The effect of that decision, as we gather it, is not that an evil purpose or desire to do needless harm is no prerequisite for an award of exemplary damages; but that a desire of that sort may be implied from the tort itself, as well as from the circumstances of it. This leaves a jury free to consider facts of aggravation and their minds may be directed to them.
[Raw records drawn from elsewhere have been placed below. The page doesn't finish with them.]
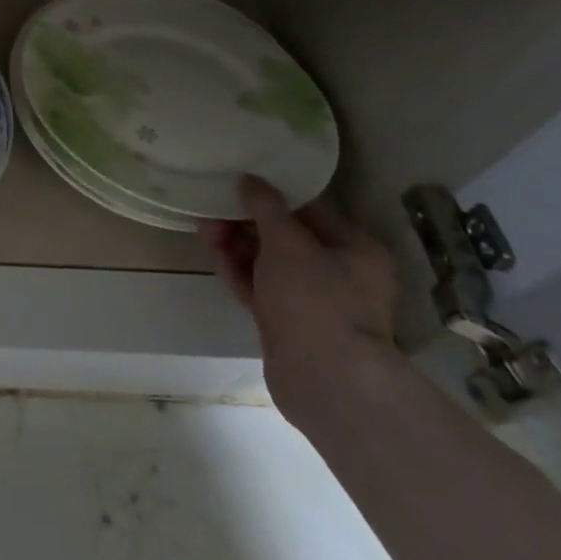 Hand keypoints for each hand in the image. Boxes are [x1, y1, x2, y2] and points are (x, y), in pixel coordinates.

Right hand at [197, 176, 400, 430]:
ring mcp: (312, 302)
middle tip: (214, 208)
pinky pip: (258, 288)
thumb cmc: (316, 300)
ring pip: (268, 263)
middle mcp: (340, 274)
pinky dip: (237, 271)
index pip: (310, 211)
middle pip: (285, 237)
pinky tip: (213, 254)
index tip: (239, 184)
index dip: (273, 196)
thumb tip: (248, 179)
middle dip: (247, 222)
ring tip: (204, 229)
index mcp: (356, 250)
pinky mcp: (287, 324)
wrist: (324, 380)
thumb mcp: (288, 243)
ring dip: (236, 245)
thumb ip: (265, 207) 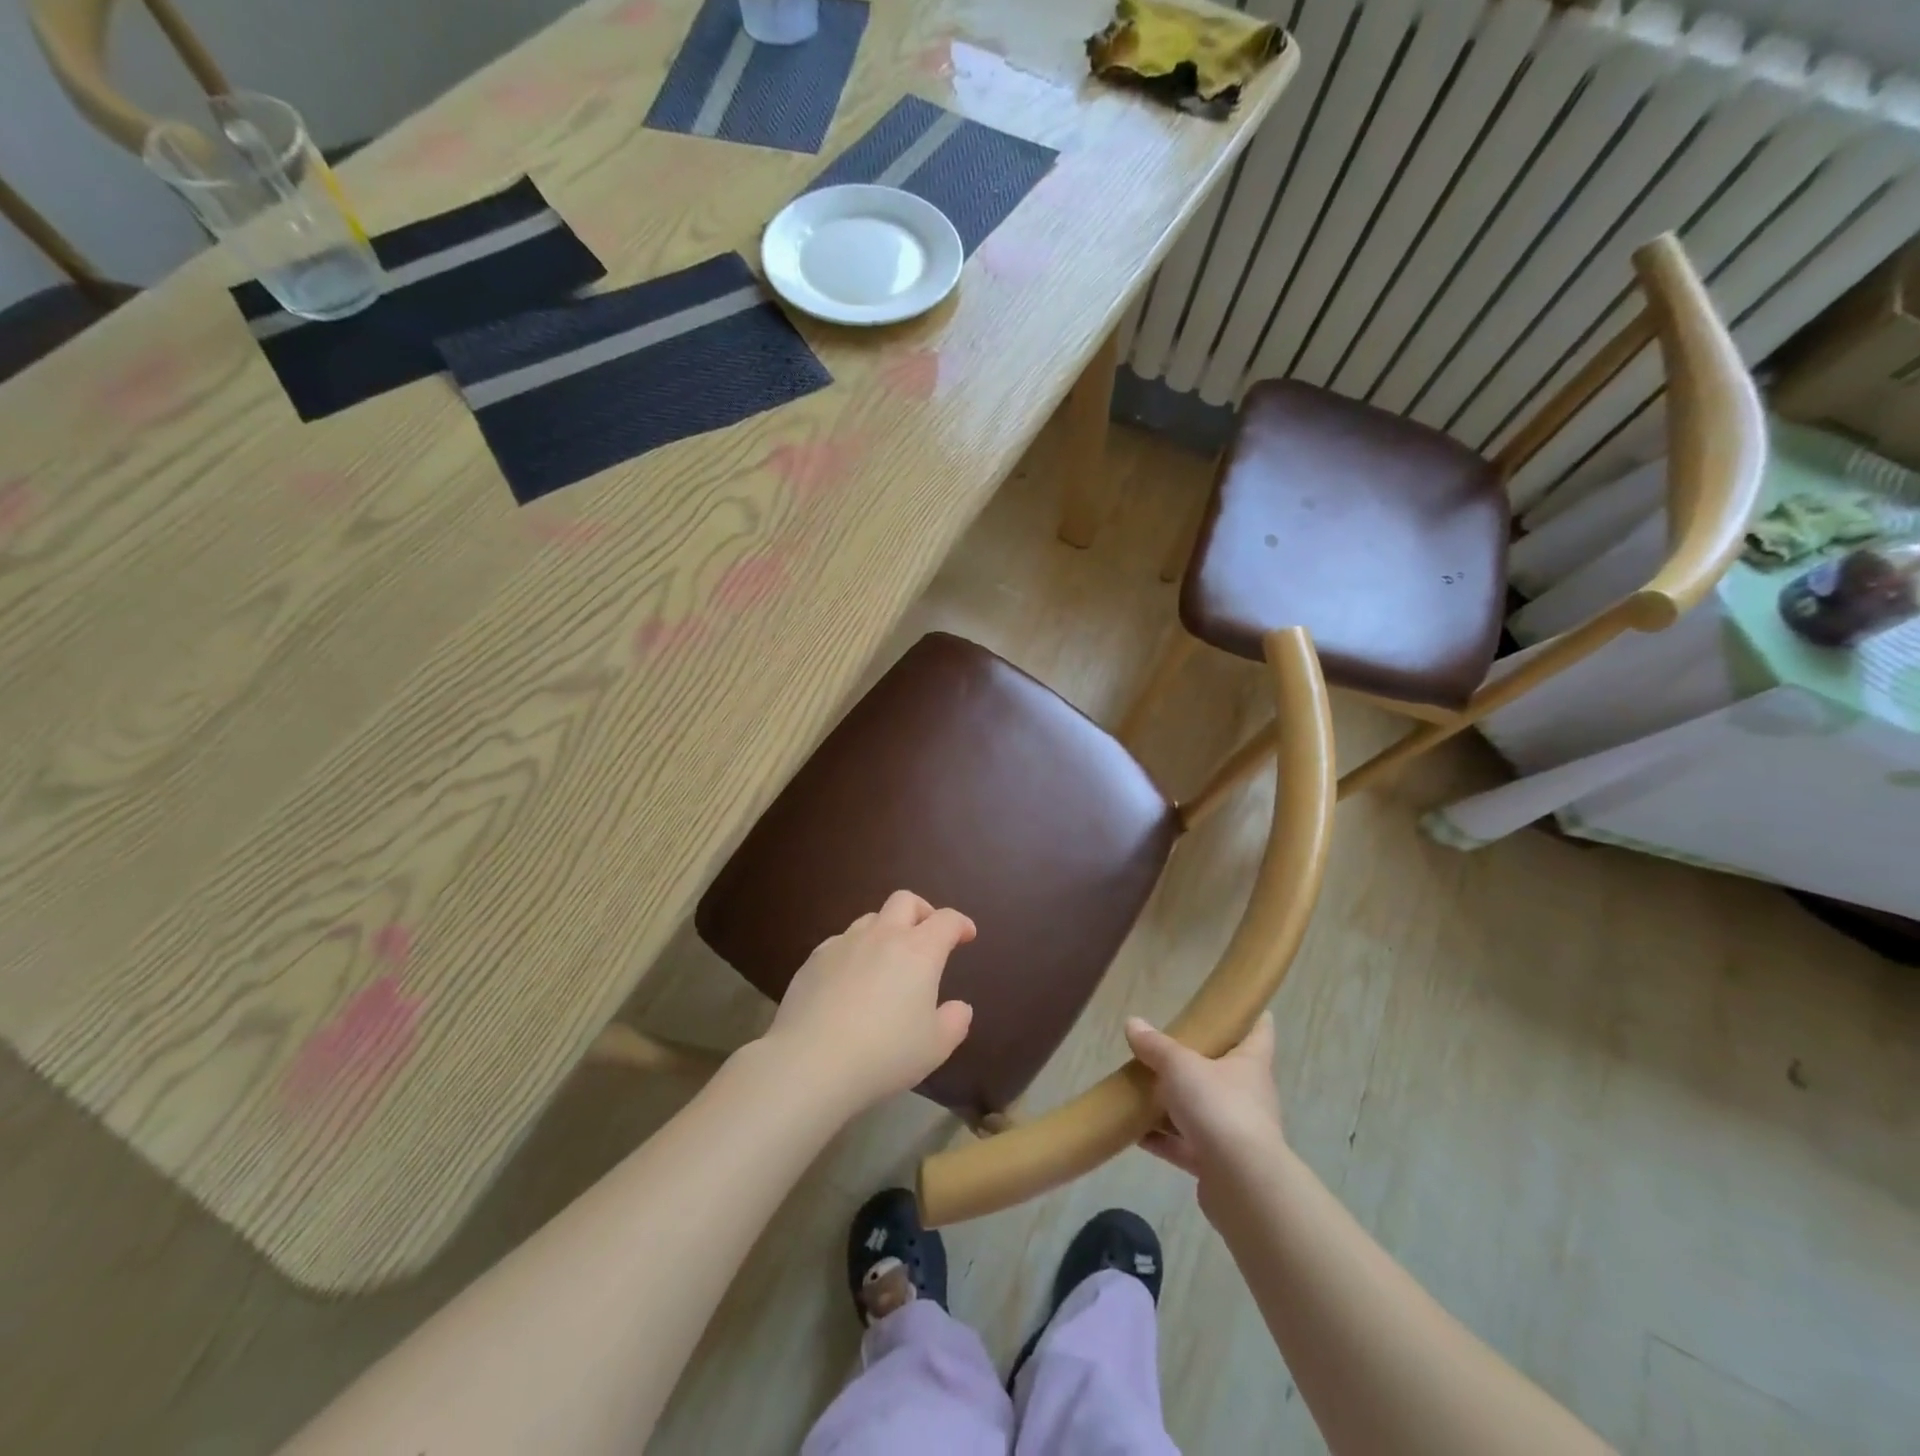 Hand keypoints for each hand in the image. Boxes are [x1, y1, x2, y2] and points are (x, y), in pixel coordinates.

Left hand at [764, 890, 975, 1111]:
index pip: (946, 920)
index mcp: (918, 951)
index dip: (960, 924)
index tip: (967, 935)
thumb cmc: (884, 1054)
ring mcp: (843, 944)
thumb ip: (954, 1022)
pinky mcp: (813, 960)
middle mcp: (882, 936)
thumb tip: (960, 1007)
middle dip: (922, 911)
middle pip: (905, 901)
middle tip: (928, 934)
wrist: (811, 1062)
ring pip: (870, 919)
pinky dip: (854, 951)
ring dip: (886, 930)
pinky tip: (851, 980)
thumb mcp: (935, 1047)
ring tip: (887, 959)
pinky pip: (840, 942)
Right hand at [1126, 1013, 1284, 1183]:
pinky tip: (1134, 1133)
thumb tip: (1133, 1023)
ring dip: (1173, 1104)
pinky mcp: (1217, 1164)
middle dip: (1196, 1062)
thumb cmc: (1219, 1107)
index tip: (1236, 1004)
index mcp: (1250, 1063)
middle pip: (1224, 1071)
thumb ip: (1156, 1046)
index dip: (1250, 1015)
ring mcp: (1234, 1132)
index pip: (1259, 1031)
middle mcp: (1248, 1095)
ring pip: (1201, 1110)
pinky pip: (1185, 1145)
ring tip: (1140, 1091)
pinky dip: (1162, 1139)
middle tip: (1167, 1048)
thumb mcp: (1180, 1066)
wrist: (1242, 1184) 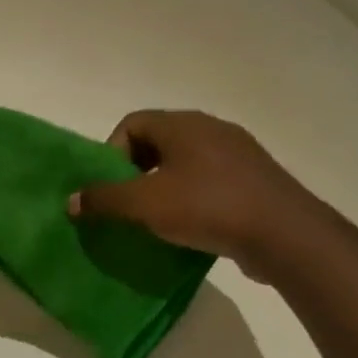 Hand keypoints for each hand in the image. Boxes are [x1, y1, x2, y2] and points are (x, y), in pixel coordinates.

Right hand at [67, 110, 333, 281]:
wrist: (285, 234)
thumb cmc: (207, 206)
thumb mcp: (144, 204)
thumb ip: (104, 199)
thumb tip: (72, 200)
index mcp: (183, 124)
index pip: (132, 123)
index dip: (112, 153)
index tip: (112, 187)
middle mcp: (211, 129)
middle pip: (157, 143)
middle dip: (135, 172)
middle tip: (129, 204)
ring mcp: (238, 154)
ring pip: (185, 163)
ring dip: (164, 187)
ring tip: (157, 220)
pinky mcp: (255, 180)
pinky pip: (211, 182)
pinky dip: (193, 199)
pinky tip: (191, 228) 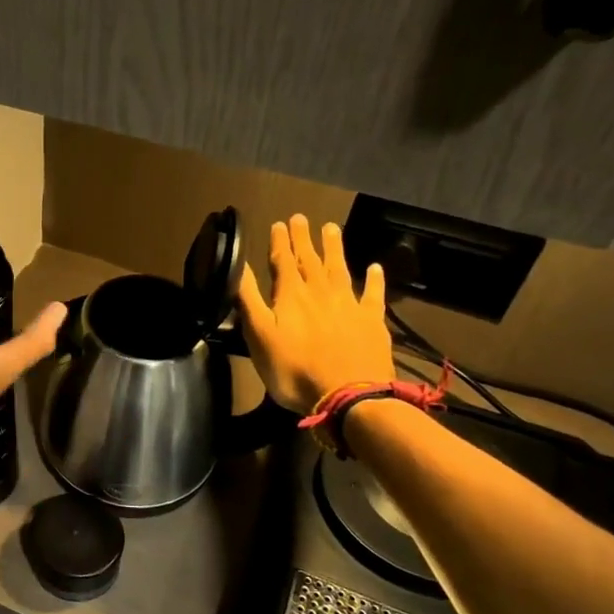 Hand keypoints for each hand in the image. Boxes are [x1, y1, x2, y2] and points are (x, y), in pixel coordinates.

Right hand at [236, 215, 393, 411]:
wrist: (348, 396)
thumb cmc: (294, 370)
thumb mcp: (259, 336)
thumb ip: (249, 299)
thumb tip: (238, 266)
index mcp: (290, 296)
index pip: (282, 261)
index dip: (280, 242)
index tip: (279, 223)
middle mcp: (320, 292)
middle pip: (310, 260)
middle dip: (304, 239)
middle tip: (301, 218)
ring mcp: (349, 305)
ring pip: (339, 269)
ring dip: (334, 248)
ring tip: (331, 228)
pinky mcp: (372, 322)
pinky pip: (373, 294)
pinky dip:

The law is that exemplary damages are given only when the evidence shows an unlawful act coupled with an intentional wrong; but facts showing oppression, wantonness or outrage are always dwelt on. 1 Sedgwick, Damages, sec. 365; Kennedy v. Railway, 36 Mo. 350; Engle v. Jones, 51 Mo. 316; Perkins v. Railway, 55 Mo. 201; State v. Jungling, 116 Mo. 162; Dorsey v. Railway, 83 Mo. App. 528; Railway v. Quigley, 21 Howard (U. S.) 202; 19 Am. and Eng. Ency. Law (2 Ed.), 624; 12 Am. and Eng. Ency. Law (2 Ed.), 24; Tanger v. Railway, 85 Mo. App. 28; Morgan v. Durfee, 69 Mo. 469; Wamganz v. Wolff, 86 Mo. App. 205; O’Brien v. Loomis, 43 Mo. App. 29. In actions for injuries inflicted by an assault and battery, it has been customary to direct an allowance of punitive damages if the assault is found to have been of a wanton, malicious or brutal character. Johnson v. Bedford, 90 Mo. App. 43; Gildersleeve v. Overstolz, 90 Mo. App. 518; Hickey v. Welch, 91 Mo. App. 4; Trauerman v. Lippincott, 39 Mo. App. 478. We think it is still proper, if not essential, to charge a jury, when requested, to consider *617whether an assault was characterized hy wanton or malicious violence, in determining the issue of exemplary damages; though it is not error to give the conventional definition of malice. It has been well said, we think, that such damages should only be assessed in cases of aggravated injury, to subserve a wholesome public example, and that the rule allowing them ought not to be extended. O’Brien v. Loomis, supra.

For the errors noted the judgment is reversed and the cause remanded.

Bland, P. J., and Beyburn, J., concur.